_Material for this exercise_
◇ ◇ ◇ ◇ ◇ ◇ ◇

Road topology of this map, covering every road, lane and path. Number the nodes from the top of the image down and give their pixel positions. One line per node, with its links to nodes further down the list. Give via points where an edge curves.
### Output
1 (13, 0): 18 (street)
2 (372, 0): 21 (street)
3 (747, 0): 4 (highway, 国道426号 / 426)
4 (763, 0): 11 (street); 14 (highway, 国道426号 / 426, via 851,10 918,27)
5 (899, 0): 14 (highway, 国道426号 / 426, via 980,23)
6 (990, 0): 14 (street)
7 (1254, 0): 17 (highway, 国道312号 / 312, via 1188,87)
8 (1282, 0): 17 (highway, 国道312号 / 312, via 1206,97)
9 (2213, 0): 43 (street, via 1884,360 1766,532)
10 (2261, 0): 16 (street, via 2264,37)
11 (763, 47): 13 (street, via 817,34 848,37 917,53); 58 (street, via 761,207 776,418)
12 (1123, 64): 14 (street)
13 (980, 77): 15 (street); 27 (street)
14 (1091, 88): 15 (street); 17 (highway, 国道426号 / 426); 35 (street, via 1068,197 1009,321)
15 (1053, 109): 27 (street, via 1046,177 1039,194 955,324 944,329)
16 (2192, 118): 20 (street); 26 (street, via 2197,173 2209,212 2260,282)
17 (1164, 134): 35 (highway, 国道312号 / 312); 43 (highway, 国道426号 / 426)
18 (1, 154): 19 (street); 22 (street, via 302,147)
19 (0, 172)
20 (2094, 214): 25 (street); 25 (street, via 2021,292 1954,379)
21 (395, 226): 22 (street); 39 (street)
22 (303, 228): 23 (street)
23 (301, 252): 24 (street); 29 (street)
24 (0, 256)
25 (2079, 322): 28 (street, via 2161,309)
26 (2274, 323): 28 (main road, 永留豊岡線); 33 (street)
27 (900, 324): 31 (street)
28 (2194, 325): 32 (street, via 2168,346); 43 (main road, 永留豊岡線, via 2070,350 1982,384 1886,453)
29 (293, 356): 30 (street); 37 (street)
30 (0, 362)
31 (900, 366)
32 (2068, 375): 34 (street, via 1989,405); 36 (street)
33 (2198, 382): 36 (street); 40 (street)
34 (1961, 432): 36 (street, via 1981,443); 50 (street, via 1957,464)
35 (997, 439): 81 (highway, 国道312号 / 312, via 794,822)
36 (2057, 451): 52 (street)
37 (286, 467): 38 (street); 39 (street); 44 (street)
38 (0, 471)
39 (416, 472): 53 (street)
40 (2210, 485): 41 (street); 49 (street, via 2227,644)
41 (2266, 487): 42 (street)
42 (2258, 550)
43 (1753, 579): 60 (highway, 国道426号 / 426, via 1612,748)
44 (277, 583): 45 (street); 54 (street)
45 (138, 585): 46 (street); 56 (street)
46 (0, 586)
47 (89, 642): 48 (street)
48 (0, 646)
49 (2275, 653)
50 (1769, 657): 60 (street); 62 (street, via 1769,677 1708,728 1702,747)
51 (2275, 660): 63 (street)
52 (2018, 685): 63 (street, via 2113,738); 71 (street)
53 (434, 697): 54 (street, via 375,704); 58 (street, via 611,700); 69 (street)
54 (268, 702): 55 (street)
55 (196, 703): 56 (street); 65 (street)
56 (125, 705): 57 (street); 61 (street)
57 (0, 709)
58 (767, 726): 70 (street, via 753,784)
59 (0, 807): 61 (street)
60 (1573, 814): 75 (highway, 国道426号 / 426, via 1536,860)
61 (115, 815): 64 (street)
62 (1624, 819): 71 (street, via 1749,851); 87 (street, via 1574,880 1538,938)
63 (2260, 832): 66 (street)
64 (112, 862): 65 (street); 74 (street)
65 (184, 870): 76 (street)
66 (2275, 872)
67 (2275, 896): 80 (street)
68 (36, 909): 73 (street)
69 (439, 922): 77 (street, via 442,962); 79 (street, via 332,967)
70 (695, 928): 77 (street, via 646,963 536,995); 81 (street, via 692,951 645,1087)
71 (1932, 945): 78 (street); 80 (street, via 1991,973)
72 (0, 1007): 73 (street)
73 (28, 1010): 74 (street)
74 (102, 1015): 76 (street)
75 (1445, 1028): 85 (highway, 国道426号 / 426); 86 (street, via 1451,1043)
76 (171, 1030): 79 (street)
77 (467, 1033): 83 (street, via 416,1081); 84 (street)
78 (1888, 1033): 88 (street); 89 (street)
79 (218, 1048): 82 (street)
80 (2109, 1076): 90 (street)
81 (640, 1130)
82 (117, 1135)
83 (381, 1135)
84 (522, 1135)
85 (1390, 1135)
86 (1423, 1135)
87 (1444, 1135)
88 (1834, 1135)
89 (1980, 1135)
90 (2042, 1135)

◇ ◇ ◇ ◇ ◇ ◇ ◇

_Work required_
Copy out the lines of the data where the word "road" can be found.

_Solution for this problem_
Road topology of this map, covering every road, lane and path. Number the nodes from the top of the image down and give their pixel positions. One line per node, with its links to nodes further down the list. Give via points where an edge curves.
26 (2274, 323): 28 (main road, 永留豊岡線); 33 (street)
28 (2194, 325): 32 (street, via 2168,346); 43 (main road, 永留豊岡線, via 2070,350 1982,384 1886,453)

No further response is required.